In Bratislava, the Slovakian capital, more than 25,000 demonstrators turned out to peacefully protest and demand government action. Throughout Central Europe other peaceful gatherings took place to protest the killing and to put pressure on leaders for action. Instead of cheering on an assault, they were condemning a murder and demanding action. 

Slovakia — a republic not even three decades old — launched an investigation that went to the very top of its political food chain, bringing down Fico who had been in power 10 of the past 12 years as the country's prime minister.

Slovakians prized journalism so much that they took to the streets to defend it. The media there organized and reported blow-by-blow the investigation into the deaths of Kuciak and Kusnirova. Fellow journalists also finished his work so that while the assassins killed Kuciak, they couldn't kill the story.

For his part, Luptak took part in several different memorials to Kuciak, including a Sept. 20 chamber musical performance that featured several pieces dedicated to the slain couple. 

Imagine that: When a journalist who was doing his job was slain, they turn out to mourn them by music, not celebrate.

Meanwhile in the United States, when a congressman attacks a reporter and the President endorses that type of thuggish behavior, the crowds cheer. 

The contrast couldn't be more stunning. 

Americans continue to get sentimental if not teary-eyed about the Constitution and all of our freedom. But can we really love our freedoms that much if we accept that the president cheers on assaulting someone who was just exercising his First Amendment rights? Can we any longer be the standard bearer for fighting for our rights when we cheer an elected leader who was charged and convicted of assault?

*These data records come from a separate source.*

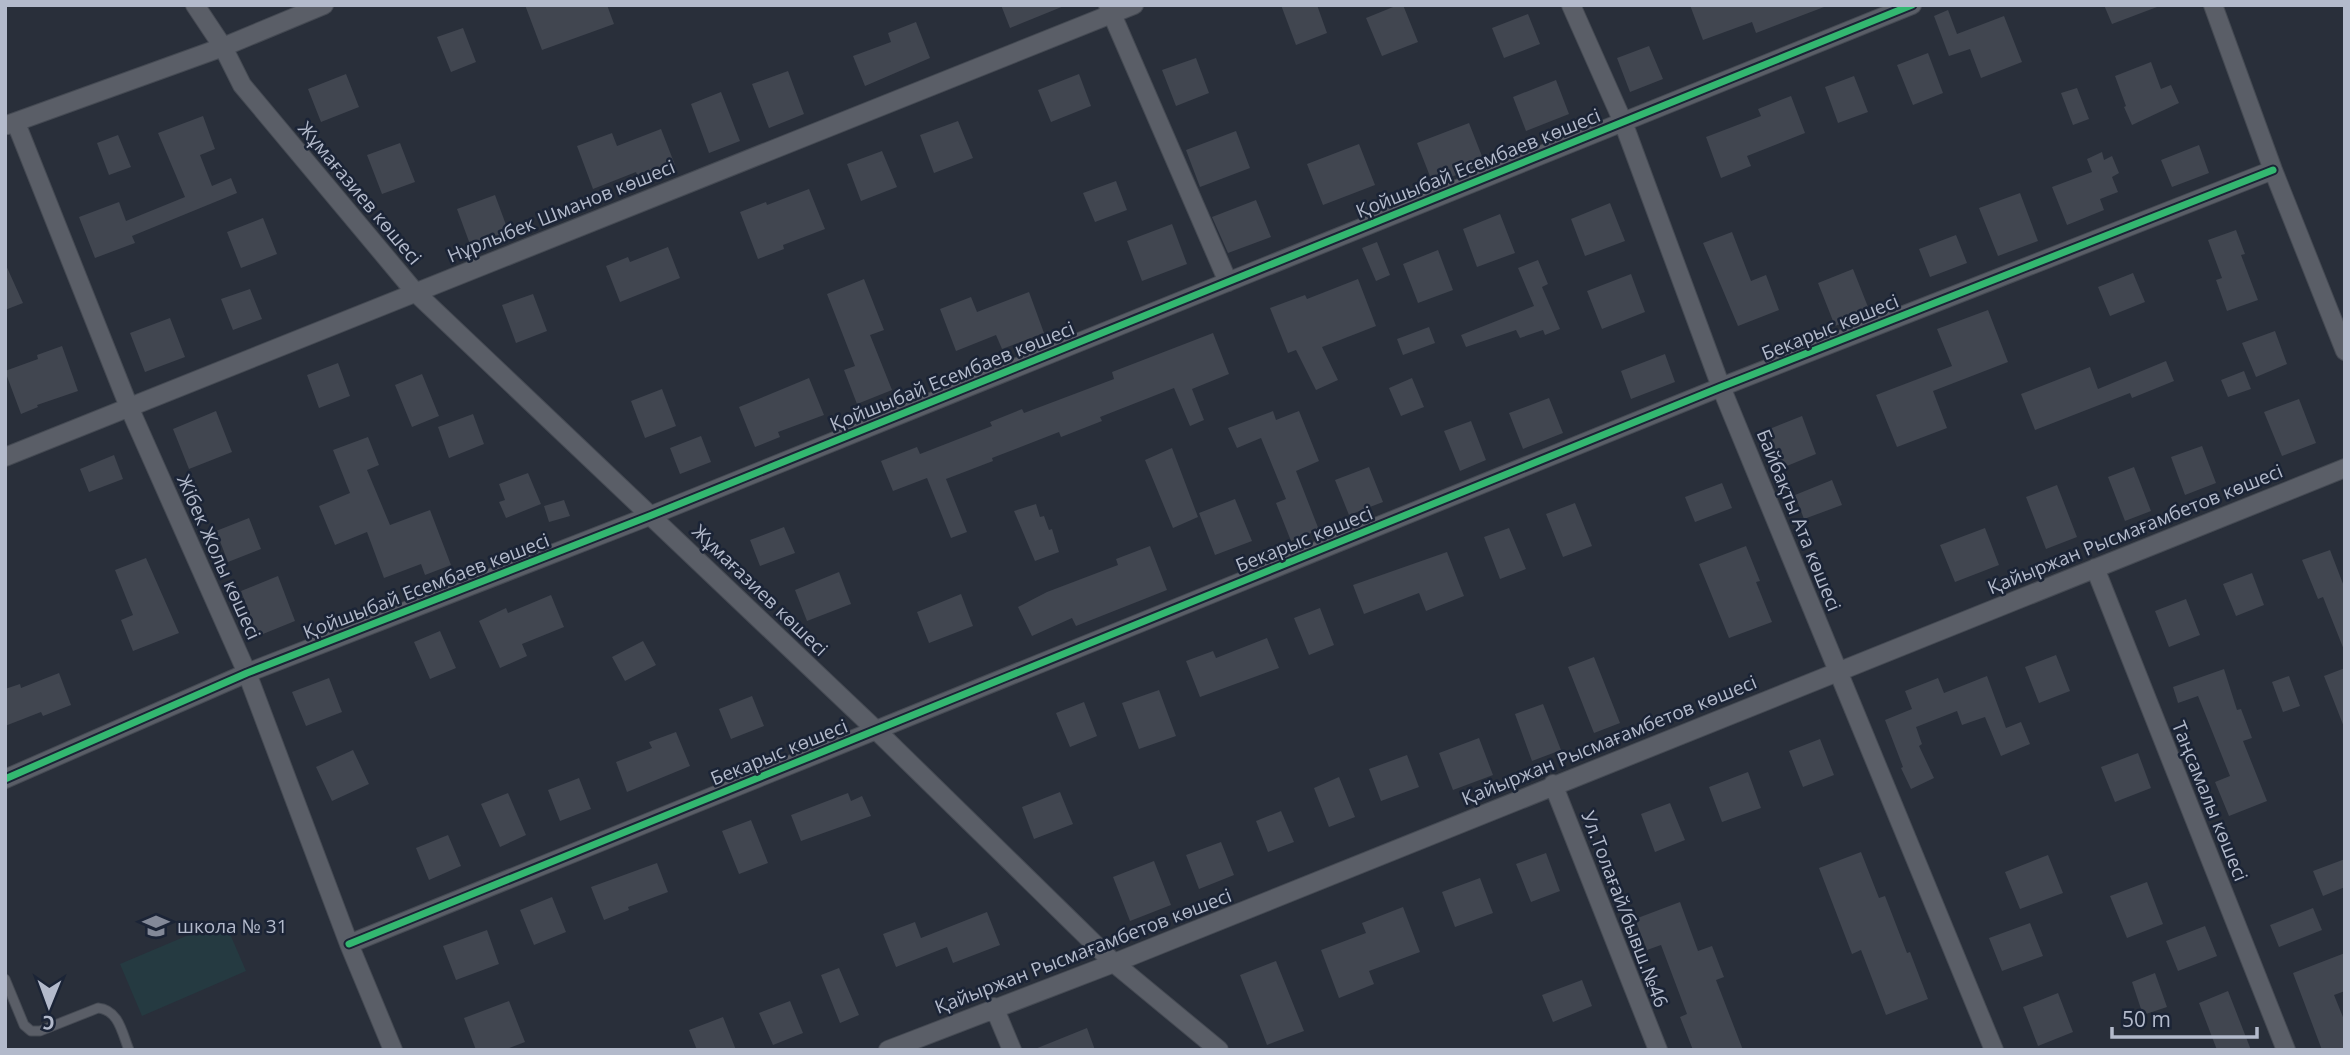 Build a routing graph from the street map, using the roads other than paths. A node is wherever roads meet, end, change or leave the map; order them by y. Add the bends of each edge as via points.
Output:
1 (195, 5) edge
2 (324, 5) edge
3 (1134, 5) edge
4 (1570, 5) edge
5 (1912, 5) edge
6 (2213, 5) edge
7 (1110, 10) edge
8 (223, 47) junction
9 (1623, 121) junction
10 (11, 124) edge
11 (2273, 170) junction
12 (1228, 282) junction
13 (415, 292) junction
14 (2345, 351) edge
15 (1721, 387) junction
16 (129, 407) junction
17 (5, 457) edge
18 (2345, 468) edge
19 (652, 515) junction
20 (2095, 568) junction
21 (1838, 671) junction
22 (247, 673) junction
23 (876, 730) junction
24 (5, 779) edge
25 (1553, 784) junction
26 (349, 943) junction
27 (1114, 963) junction
28 (5, 979) edge
29 (995, 1007) junction
30 (129, 1050) edge
31 (393, 1050) edge
32 (888, 1050) edge
33 (1012, 1050) edge
34 (1219, 1050) edge
35 (1658, 1050) edge
36 (1994, 1050) edge
37 (2286, 1050) edge

1 - 8 street, Жұмағазиев көшесі
2 - 8 street
3 - 7 street, Нұрлыбек Шманов көшесі
4 - 9 street, Байбақты Ата көшесі
5 - 9 street, Қойшыбай Есембаев көшесі
6 - 11 street
7 - 12 street
7 - 13 street, Нұрлыбек Шманов көшесі
8 - 10 street
8 - 13 street, Жұмағазиев көшесі via 242,85
9 - 12 street, Қойшыбай Есембаев көшесі
9 - 15 street, Байбақты Ата көшесі
10 - 16 street, Жібек Жолы көшесі
11 - 14 street
11 - 15 street, Бекарыс көшесі
12 - 19 street, Қойшыбай Есембаев көшесі
13 - 16 street, Нұрлыбек Шманов көшесі
13 - 19 street, Жұмағазиев көшесі
15 - 21 street, Байбақты Ата көшесі
15 - 23 street, Бекарыс көшесі
16 - 17 street, Нұрлыбек Шманов көшесі
16 - 22 street, Жібек Жолы көшесі
18 - 20 street, Қайыржан Рысмағамбетов көшесі
19 - 22 street, Қойшыбай Есембаев көшесі
19 - 23 street, Жұмағазиев көшесі
20 - 21 street, Қайыржан Рысмағамбетов көшесі
20 - 37 street, Таңсамалы көшесі
21 - 25 street, Қайыржан Рысмағамбетов көшесі
21 - 36 street, Байбақты Ата көшесі
22 - 24 street, Қойшыбай Есембаев көшесі
22 - 26 street, Жібек Жолы көшесі
23 - 26 street, Бекарыс көшесі
23 - 27 street, Жұмағазиев көшесі
25 - 27 street, Қайыржан Рысмағамбетов көшесі
25 - 35 street, Ул.Толағай/бывш.№46
26 - 31 street, Жібек Жолы көшесі
27 - 29 street, Қайыржан Рысмағамбетов көшесі
27 - 34 street, Жұмағазиев көшесі
28 - 30 lane via 24,1025 31,1031 98,1008 108,1009
29 - 32 street, Қайыржан Рысмағамбетов көшесі
29 - 33 street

Ronald Reagan, quoting John Winthrop, said that America must be a "shining city on hill," and an example to others. That's what makes Trump's words even more appalling — because we should be the ones demonstrating in the street, peacefully demanding government action when the freedoms of the First Amendment are attacked.

Instead, we were taught a lesson by a country which knows the bad things that can happen when members of the press and the practitioners of free speech are silenced. 

We cannot love the Constitution and its freedoms and cheer on an assault on someone who did nothing more than have the audacity to exercise those liberties. 

One way we can surely make America great again is by not cheering a crime, and by standing up to government when it imperils the freedoms that we cherish.